Perhaps to deflect attention off the friendly fire Frank Guinta's campaign received yesterday, the NHGOP got the "flip-flop" vapors today over this:
"I have not been in agreement with this. I used to be until I went to Afghanistan myself and certainly have talked to many people who are involved in Afghanistan. At this point I have been holding my comments. I am deeply concerned about where this country is right now and our own deficits and our own problems and the fact is we still don't have these countries stepping up like I think they should," [Shea-Porter] said.
More succinctly she said later in the interview that on she wouldn't support Obama's proposed plan: ""For this build up my inclination is no, but I am going to listen very carefully."
Note how Carol goes out of her way in her remarks to point you to the fact that her view on Afghanistan was shaped as a result of her trip there seven months ago:
Afghanistan simply needs more help than the United States alone can provide and the country is engulfed in chaos with no obvious end, Congresswoman Carol Shea-Porter said after a recent trip to the war-torn nation.
"It's been seven years now, and really to fix Afghanistan would require an effort that I don't see happening," Shea-Porter said by phone from Washington.
The United States has by far the most troops and money invested there, Shea-Porter said, and fixing Afghanistan would require huge amounts of money and manpower from Europe as well, a political prospect that seems unlikely at best.
I don't know why the NHGOP doesn't read the Union Leader, but there it is - Carol's view on Afghanistan, consistent with today's interview, from as far back as last May.
Nearly eight years after the start of the U.S. campaign there, things are so bad, she said, that "Afghanistan makes Iraq look extremely sophisticated."
...She said she's worried for the men and women of the military, who she was "so impressed by."
"I don't want this to be another Vietnam," she said.

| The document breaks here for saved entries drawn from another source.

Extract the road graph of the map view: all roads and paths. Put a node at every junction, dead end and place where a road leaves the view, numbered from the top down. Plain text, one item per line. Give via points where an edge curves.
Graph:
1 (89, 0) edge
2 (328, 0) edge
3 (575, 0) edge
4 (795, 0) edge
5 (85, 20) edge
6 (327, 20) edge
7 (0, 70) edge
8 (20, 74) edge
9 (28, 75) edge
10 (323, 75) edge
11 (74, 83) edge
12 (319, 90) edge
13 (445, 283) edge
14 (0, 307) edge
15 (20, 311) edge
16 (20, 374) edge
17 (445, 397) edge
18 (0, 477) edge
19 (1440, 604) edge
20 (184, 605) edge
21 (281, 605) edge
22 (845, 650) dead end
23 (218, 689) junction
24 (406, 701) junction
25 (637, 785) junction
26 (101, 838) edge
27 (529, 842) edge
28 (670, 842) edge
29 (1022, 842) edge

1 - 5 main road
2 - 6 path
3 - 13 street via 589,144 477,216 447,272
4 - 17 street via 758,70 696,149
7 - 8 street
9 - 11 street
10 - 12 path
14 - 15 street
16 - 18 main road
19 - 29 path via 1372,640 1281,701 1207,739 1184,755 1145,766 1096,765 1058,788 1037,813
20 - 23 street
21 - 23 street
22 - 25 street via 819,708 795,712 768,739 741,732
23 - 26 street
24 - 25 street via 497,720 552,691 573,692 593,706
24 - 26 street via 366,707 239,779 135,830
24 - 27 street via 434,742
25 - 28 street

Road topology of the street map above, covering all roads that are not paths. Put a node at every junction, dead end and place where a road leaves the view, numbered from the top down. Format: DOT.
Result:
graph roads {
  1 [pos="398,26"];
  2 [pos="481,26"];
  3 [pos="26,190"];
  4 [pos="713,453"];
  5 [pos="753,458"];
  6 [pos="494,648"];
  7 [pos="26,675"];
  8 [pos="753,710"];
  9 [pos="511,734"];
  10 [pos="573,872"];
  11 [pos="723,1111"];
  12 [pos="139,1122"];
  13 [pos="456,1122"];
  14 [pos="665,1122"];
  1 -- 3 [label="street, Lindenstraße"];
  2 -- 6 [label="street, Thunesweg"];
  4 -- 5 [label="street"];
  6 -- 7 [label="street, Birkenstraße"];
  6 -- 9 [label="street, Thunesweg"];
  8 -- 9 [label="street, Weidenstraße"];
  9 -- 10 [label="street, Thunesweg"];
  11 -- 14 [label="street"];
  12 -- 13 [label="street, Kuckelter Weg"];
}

"We have succeeded in eliminating al-Qaida from Afghanistan, but the Taliban are terrorizing the people while providing some social order in areas where the central government has no legitimacy," she said. "We need to have an honest conversation to tell the American people what needs to be done and how we are going to do it. I was told it's going to take 12 to 14 years to stabilize the country and it can't just be a military solution."
..."We don't want to have another Vietnam, where we do enough to keep it going but not do enough to win," she said. "I remember the Bush administration saying, 'We do what we must in Iraq and what we can in Afghanistan.' We are paying the price for that neglect."